▶ _DATA UNDER STUDY_:
━━━

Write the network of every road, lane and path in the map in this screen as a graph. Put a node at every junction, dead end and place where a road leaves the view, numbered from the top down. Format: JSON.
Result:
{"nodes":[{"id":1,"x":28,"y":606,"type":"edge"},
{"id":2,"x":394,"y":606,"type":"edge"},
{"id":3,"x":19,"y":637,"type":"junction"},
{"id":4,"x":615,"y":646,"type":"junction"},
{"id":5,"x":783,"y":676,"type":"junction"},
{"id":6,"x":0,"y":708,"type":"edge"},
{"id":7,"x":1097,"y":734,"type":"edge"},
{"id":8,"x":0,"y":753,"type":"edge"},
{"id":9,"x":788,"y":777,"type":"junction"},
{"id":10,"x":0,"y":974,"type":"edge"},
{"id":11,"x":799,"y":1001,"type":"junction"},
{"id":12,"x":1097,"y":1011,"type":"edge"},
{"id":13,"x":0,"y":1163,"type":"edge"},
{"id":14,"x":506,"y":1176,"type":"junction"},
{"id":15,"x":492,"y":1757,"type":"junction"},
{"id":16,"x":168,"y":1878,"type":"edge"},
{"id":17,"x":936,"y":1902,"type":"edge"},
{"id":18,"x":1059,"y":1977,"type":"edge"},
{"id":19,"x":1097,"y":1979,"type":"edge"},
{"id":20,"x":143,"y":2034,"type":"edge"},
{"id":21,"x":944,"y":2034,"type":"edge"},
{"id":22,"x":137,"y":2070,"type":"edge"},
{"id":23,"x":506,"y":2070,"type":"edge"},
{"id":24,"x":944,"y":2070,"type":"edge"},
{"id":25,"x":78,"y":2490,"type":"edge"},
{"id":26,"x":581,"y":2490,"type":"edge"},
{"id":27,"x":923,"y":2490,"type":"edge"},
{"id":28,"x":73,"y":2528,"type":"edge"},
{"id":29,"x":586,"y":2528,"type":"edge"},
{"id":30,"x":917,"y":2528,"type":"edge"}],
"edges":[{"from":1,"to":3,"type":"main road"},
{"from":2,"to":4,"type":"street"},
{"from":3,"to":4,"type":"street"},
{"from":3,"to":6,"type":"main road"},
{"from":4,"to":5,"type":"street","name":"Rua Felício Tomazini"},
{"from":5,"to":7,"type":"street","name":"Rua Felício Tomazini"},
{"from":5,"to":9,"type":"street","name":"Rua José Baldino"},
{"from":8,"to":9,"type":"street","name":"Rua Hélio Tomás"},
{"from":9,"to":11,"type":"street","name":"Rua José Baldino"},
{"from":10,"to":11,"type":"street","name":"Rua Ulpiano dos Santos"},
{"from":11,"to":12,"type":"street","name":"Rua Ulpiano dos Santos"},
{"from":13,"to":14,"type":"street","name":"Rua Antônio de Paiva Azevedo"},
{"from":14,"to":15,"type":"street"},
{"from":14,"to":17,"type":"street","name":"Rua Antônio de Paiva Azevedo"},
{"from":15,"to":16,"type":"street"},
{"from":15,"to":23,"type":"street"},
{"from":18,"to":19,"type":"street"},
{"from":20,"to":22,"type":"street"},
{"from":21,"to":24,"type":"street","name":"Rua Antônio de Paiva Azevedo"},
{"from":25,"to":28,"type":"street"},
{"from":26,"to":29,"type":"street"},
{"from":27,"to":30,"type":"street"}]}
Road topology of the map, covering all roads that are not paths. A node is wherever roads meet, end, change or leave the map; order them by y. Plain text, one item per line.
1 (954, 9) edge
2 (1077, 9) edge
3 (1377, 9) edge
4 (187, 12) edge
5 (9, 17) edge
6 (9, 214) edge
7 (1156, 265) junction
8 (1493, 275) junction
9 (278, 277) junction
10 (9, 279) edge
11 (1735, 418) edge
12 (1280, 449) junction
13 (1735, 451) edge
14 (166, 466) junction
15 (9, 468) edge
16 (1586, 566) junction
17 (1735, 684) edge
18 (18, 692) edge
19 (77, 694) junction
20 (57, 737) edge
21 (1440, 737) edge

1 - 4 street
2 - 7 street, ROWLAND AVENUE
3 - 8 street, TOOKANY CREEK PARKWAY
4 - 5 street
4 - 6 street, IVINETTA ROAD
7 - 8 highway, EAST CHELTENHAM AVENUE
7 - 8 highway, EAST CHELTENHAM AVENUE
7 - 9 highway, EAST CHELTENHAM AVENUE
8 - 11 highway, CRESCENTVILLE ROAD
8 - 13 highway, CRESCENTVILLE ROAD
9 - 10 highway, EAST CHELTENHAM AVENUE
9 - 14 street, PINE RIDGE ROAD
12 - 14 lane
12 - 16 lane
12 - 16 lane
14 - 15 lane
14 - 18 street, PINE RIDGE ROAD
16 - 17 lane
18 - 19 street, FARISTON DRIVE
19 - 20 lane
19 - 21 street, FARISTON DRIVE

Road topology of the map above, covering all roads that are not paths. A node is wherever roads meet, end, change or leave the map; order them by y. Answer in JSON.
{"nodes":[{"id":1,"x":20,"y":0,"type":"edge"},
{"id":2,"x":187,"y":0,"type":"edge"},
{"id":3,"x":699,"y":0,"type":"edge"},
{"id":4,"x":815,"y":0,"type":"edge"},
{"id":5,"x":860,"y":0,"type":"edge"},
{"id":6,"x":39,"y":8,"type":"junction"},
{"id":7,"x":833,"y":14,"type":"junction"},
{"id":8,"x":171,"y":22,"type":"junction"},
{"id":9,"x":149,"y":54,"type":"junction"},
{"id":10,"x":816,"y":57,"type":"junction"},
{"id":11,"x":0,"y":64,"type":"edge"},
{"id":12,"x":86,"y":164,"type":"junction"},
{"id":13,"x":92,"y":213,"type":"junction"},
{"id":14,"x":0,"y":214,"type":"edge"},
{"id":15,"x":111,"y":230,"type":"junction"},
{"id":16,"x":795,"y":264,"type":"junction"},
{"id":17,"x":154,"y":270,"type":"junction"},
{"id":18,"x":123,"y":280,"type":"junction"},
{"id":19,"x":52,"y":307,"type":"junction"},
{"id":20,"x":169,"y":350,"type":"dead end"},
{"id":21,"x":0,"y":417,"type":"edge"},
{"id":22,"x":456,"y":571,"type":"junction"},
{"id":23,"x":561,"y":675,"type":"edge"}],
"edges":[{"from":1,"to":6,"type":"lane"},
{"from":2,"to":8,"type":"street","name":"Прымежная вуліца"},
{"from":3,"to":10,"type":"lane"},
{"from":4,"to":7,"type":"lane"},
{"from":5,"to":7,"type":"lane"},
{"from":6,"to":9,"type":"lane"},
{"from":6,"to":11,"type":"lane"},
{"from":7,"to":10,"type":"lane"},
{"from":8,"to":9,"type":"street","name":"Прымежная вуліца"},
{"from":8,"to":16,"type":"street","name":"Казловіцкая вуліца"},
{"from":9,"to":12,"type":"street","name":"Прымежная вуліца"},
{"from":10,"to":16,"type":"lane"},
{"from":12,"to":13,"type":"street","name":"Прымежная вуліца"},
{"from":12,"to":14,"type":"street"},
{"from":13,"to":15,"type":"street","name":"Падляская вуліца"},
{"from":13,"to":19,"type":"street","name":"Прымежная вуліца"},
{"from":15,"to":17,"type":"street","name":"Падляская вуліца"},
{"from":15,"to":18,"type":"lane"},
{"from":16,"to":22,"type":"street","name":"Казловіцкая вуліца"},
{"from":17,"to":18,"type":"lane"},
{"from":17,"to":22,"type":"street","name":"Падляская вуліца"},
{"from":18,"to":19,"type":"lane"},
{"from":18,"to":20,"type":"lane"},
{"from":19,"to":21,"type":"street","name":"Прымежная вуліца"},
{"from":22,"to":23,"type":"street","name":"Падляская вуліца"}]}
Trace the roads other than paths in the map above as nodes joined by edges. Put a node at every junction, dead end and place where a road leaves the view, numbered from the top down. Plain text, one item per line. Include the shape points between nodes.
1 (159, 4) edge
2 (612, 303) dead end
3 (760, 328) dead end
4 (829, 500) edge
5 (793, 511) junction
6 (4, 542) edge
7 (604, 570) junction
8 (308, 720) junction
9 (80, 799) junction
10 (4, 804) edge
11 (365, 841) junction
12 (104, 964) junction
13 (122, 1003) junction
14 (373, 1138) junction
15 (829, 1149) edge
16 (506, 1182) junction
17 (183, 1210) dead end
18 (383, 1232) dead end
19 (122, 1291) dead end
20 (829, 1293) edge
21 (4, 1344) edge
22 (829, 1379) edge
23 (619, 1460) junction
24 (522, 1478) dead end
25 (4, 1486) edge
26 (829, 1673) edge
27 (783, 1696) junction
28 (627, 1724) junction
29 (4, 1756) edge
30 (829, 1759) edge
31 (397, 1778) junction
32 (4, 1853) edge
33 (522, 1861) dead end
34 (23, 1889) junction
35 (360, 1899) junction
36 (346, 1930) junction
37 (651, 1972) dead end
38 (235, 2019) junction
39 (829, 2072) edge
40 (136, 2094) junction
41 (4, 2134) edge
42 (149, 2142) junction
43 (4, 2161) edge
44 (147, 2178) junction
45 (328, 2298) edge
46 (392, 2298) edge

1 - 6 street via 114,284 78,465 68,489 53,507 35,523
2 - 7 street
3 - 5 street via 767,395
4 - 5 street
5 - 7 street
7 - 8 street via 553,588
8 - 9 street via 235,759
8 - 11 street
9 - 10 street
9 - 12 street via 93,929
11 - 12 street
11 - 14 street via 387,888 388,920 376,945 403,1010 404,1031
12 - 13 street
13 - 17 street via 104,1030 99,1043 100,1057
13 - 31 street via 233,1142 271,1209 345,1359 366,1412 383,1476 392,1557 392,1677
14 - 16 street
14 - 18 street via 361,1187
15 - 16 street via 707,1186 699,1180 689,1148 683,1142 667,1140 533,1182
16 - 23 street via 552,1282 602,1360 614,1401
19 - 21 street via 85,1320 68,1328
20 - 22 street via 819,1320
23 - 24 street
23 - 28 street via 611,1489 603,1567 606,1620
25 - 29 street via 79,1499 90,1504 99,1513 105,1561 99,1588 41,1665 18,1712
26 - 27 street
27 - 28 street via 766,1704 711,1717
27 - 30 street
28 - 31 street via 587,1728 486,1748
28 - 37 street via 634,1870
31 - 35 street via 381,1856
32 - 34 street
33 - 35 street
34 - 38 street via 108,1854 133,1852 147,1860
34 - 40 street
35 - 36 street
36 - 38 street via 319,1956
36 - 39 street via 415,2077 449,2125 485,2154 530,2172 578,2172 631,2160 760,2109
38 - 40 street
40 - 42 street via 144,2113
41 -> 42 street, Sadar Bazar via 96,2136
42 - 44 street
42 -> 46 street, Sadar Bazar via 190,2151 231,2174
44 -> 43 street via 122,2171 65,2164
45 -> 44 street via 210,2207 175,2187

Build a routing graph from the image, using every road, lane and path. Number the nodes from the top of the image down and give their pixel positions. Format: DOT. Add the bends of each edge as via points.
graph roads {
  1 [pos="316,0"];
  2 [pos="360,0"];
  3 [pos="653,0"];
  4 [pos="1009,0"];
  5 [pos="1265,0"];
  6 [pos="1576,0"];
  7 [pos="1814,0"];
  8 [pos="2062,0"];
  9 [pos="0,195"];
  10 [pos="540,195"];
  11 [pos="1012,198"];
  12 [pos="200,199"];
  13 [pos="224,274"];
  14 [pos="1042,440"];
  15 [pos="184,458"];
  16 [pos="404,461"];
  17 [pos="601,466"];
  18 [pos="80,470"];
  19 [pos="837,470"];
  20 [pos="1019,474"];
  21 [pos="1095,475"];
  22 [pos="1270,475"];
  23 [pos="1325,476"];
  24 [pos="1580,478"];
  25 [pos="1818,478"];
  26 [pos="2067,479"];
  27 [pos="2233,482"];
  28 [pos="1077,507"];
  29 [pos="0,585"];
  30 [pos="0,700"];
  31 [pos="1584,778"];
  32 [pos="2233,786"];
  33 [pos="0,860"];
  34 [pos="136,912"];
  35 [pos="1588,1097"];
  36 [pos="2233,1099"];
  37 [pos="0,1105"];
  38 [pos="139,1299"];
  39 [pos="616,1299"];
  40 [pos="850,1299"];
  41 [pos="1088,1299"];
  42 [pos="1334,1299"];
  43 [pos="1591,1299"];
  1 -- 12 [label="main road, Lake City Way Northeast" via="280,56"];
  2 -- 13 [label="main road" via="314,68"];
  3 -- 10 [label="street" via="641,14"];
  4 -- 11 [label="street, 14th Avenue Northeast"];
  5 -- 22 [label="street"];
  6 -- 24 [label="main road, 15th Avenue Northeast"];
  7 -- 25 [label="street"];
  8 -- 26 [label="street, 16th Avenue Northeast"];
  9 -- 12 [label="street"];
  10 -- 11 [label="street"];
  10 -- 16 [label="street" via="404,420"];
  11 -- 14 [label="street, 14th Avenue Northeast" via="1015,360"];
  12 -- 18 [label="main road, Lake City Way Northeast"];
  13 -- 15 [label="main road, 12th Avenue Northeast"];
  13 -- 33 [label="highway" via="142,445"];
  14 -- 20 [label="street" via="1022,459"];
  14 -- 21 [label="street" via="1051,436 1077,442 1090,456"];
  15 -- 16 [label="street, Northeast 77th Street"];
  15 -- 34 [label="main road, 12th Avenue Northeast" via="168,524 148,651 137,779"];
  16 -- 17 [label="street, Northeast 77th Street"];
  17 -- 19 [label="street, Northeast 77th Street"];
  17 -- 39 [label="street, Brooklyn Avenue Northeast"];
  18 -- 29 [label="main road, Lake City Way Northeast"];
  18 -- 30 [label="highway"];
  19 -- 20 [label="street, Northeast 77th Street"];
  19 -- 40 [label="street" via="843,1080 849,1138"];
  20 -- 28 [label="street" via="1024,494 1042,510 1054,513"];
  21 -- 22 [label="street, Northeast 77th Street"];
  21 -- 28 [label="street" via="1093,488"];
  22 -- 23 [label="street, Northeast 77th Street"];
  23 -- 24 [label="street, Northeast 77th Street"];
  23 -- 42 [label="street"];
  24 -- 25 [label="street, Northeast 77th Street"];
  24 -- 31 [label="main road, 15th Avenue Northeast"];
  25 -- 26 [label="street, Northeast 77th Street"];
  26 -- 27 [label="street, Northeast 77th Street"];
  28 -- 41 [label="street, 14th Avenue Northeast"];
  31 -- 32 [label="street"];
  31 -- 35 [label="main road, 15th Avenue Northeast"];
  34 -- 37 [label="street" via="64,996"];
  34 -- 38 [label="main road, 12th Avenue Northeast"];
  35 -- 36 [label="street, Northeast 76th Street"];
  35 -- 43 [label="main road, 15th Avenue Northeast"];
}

━━━

▶ _EXERCISE AIM_: Tally every line above that has the word "them", and report the total with no other words.

▶ _OUTPUT_: 2